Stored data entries
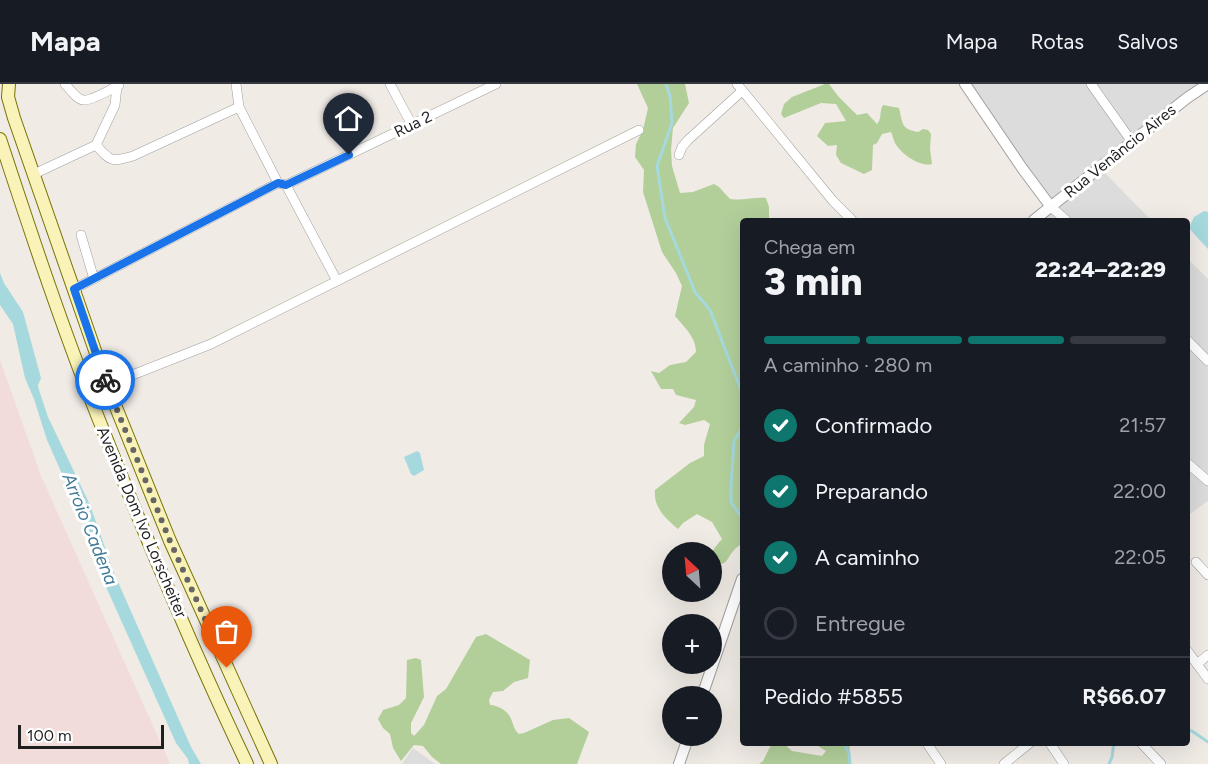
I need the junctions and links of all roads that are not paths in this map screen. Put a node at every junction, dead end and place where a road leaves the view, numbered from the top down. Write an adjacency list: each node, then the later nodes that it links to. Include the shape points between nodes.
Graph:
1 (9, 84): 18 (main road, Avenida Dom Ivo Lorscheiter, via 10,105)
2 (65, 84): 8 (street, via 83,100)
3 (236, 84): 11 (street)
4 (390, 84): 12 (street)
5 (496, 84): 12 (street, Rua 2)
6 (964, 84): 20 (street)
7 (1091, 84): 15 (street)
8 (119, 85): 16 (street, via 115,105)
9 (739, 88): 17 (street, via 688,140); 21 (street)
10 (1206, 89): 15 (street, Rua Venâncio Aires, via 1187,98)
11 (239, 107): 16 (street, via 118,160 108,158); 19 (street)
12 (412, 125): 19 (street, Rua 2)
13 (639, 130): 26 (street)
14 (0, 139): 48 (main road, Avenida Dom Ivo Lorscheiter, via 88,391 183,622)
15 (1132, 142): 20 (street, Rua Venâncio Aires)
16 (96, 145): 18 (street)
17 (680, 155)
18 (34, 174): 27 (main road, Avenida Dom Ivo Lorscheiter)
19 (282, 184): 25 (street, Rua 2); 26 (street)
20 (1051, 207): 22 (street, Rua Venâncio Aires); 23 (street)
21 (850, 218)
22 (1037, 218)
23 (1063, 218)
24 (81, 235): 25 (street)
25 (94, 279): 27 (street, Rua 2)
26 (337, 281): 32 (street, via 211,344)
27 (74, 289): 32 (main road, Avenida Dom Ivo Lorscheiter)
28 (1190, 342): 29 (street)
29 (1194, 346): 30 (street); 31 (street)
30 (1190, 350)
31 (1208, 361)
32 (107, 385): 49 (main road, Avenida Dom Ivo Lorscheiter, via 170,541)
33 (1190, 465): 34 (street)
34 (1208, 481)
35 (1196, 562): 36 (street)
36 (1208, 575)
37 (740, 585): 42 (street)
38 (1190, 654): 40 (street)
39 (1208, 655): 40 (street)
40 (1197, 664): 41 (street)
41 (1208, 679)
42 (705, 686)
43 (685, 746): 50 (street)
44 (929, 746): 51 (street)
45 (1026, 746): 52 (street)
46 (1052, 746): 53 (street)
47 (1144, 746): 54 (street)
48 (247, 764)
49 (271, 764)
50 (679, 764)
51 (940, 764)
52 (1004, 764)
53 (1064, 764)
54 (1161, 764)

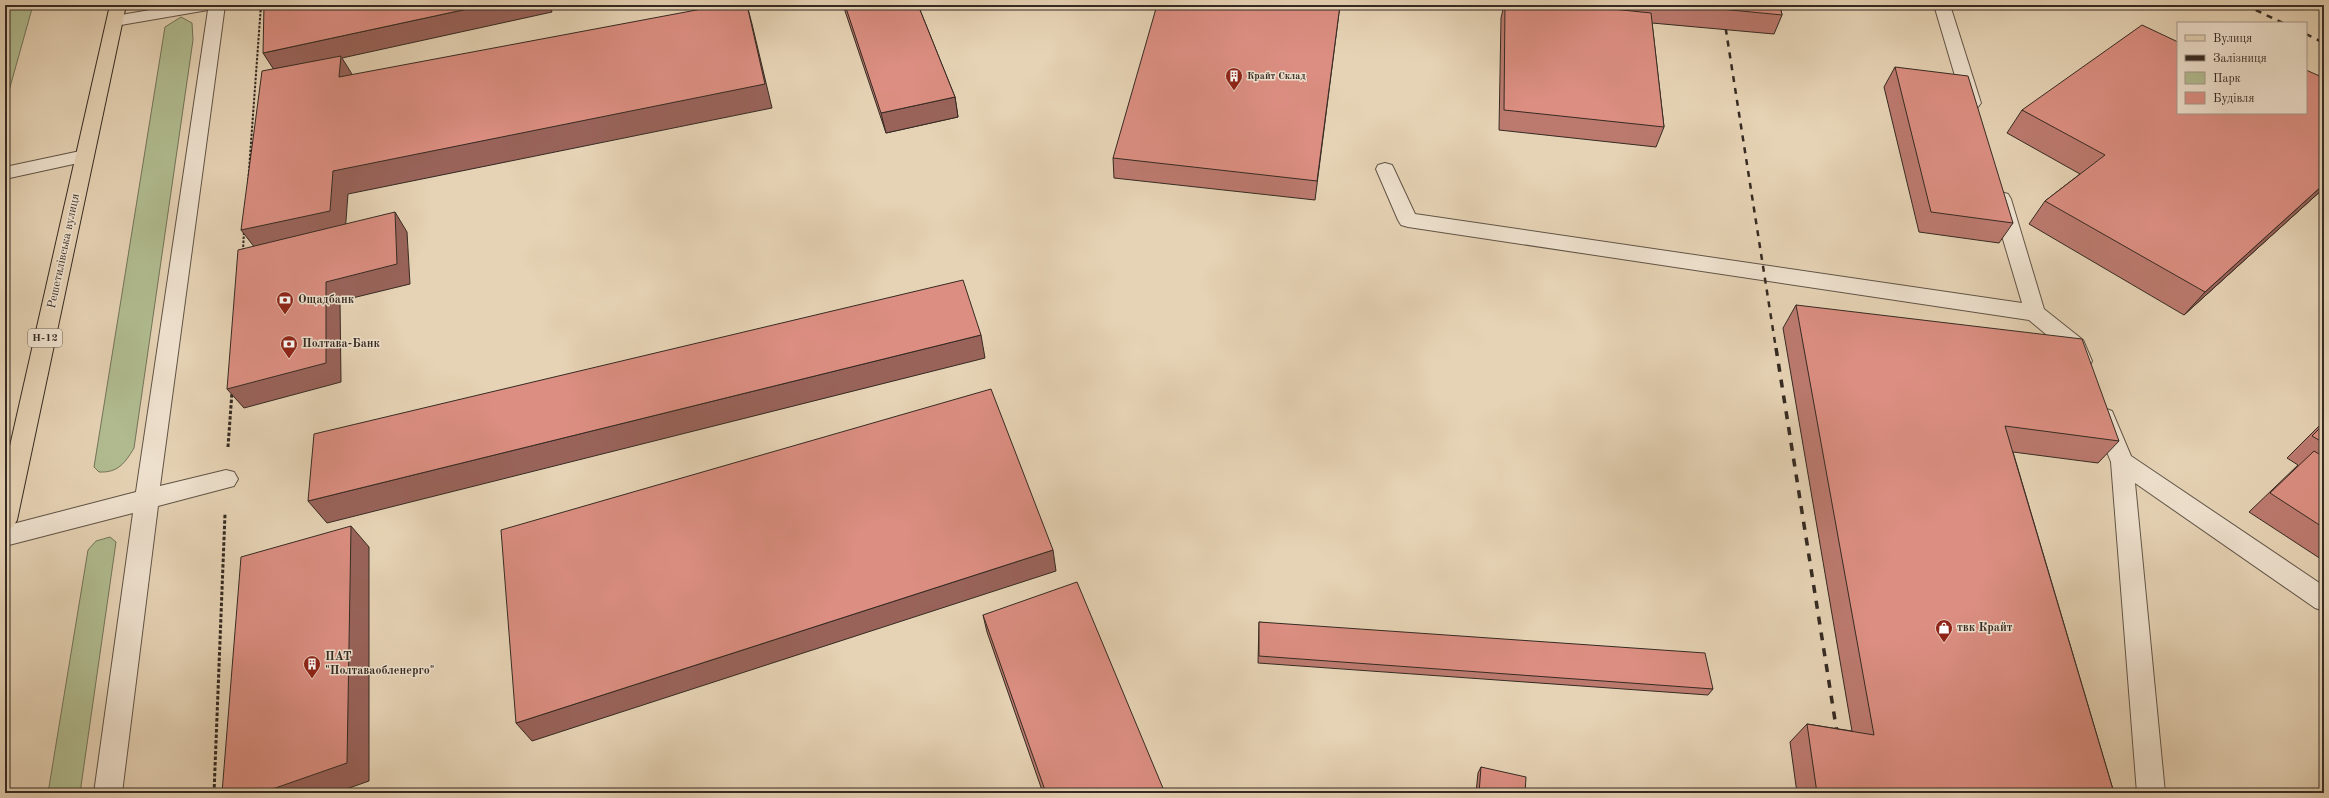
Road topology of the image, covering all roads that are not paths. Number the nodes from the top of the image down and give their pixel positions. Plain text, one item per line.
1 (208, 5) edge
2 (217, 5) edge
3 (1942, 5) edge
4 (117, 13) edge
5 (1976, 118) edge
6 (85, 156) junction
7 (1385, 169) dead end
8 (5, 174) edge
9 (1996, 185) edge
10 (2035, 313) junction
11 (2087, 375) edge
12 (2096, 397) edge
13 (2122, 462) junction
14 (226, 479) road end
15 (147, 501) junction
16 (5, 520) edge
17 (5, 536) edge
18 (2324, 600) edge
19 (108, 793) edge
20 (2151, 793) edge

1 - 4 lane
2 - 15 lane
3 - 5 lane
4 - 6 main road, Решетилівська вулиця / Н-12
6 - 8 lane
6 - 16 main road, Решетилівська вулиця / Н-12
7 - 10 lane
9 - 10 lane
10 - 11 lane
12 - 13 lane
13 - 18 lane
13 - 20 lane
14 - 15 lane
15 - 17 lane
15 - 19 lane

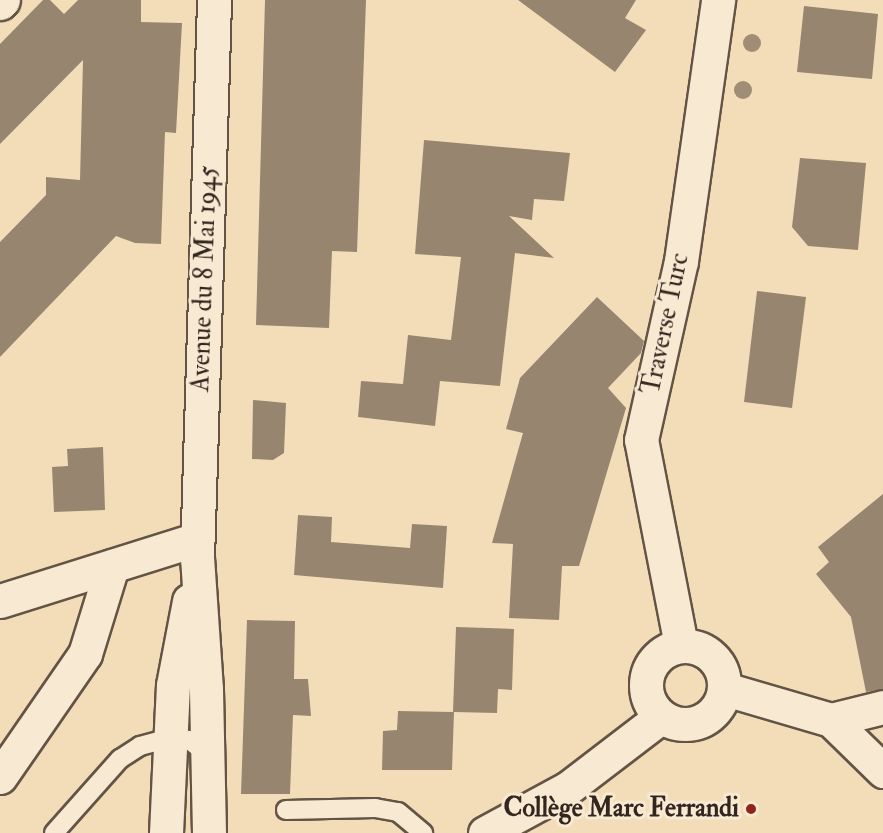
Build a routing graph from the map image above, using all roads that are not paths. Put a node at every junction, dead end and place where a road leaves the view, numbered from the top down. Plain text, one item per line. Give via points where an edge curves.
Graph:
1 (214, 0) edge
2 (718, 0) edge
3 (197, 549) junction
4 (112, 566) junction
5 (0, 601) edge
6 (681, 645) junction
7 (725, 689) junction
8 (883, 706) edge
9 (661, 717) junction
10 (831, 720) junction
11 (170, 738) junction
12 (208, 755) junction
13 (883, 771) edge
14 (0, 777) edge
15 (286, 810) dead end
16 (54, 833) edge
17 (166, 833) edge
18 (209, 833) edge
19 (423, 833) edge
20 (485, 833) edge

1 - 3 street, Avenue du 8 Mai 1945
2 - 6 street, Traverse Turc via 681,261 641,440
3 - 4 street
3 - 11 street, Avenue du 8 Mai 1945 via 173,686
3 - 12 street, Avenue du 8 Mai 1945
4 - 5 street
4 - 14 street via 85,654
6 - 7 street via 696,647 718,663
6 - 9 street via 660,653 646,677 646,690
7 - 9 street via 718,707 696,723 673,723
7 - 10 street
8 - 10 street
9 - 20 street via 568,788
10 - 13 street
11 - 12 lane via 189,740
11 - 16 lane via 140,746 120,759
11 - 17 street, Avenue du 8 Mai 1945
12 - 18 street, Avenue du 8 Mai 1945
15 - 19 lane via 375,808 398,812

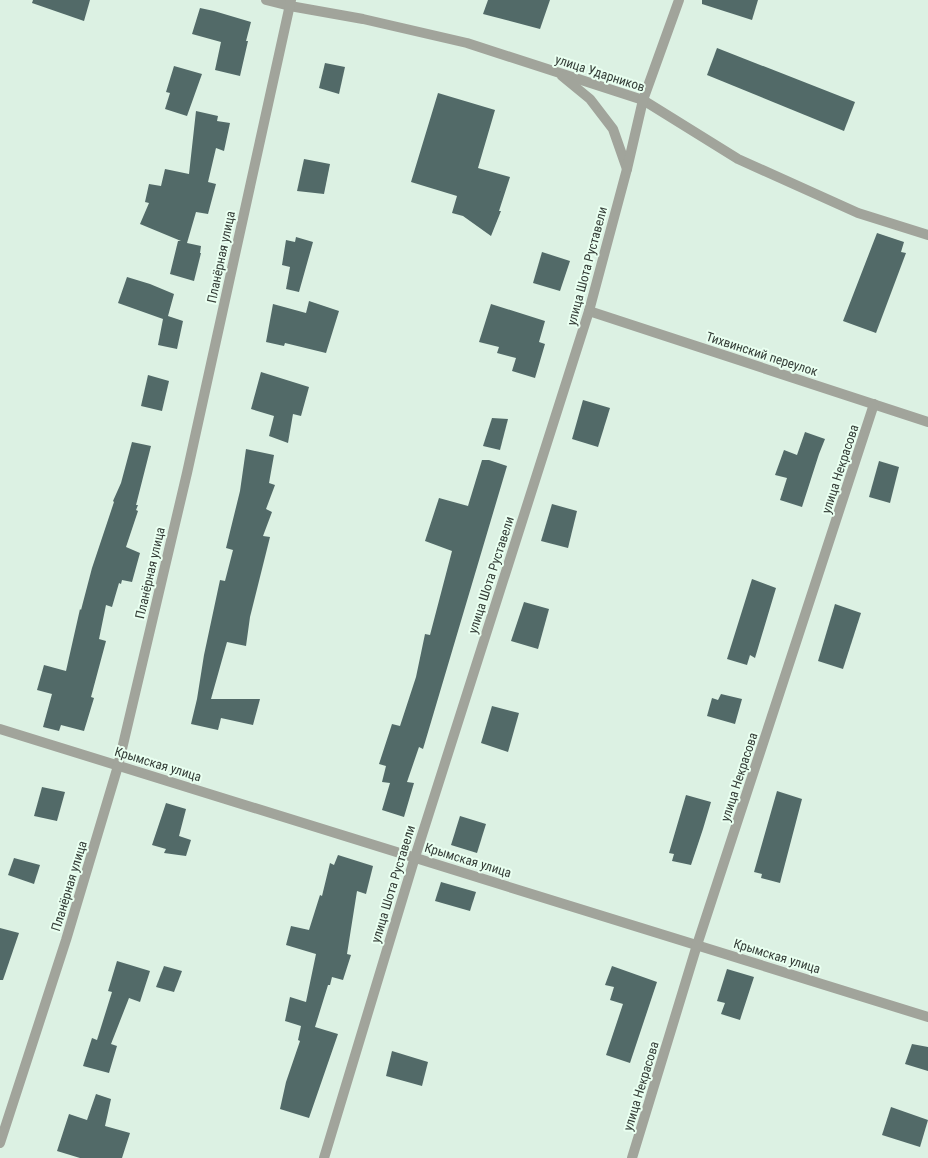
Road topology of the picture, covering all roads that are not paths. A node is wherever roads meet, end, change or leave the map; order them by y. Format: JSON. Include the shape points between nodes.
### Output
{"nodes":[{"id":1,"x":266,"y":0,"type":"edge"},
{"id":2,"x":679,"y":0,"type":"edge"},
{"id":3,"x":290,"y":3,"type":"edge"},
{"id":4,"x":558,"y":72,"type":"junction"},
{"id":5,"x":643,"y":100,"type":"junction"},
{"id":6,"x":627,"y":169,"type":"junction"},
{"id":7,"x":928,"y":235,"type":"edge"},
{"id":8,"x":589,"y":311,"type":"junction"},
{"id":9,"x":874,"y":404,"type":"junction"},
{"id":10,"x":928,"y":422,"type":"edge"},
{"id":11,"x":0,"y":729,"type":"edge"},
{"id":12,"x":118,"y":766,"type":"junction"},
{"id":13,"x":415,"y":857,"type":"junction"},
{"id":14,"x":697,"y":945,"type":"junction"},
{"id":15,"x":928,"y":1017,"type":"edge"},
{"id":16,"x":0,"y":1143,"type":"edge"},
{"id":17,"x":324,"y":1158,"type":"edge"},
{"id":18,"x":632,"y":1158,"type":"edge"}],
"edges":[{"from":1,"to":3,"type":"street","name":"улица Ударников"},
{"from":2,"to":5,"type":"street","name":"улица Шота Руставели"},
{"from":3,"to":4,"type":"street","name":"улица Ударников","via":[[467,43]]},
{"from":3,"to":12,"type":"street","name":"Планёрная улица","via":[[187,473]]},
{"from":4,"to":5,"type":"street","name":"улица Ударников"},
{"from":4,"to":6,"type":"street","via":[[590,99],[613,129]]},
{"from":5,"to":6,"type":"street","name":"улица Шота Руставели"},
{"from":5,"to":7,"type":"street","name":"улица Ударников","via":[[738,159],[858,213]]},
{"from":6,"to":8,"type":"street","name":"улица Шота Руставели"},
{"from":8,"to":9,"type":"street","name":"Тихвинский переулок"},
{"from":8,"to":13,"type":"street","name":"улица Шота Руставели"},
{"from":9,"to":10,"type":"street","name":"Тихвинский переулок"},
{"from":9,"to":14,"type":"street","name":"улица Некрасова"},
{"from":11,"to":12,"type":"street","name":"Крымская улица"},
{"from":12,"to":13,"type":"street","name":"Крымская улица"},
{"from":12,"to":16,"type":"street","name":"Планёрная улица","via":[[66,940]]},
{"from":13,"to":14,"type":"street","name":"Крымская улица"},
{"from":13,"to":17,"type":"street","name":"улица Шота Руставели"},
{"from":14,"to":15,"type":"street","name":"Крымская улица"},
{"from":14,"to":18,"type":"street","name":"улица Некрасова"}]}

PROBLEM >> Whenever a line of the data includes "Ударников", copy that line.

ANSWER TO THIS PROBLEM >>
"edges":[{"from":1,"to":3,"type":"street","name":"улица Ударников"},
{"from":3,"to":4,"type":"street","name":"улица Ударников","via":[[467,43]]},
{"from":4,"to":5,"type":"street","name":"улица Ударников"},
{"from":5,"to":7,"type":"street","name":"улица Ударников","via":[[738,159],[858,213]]},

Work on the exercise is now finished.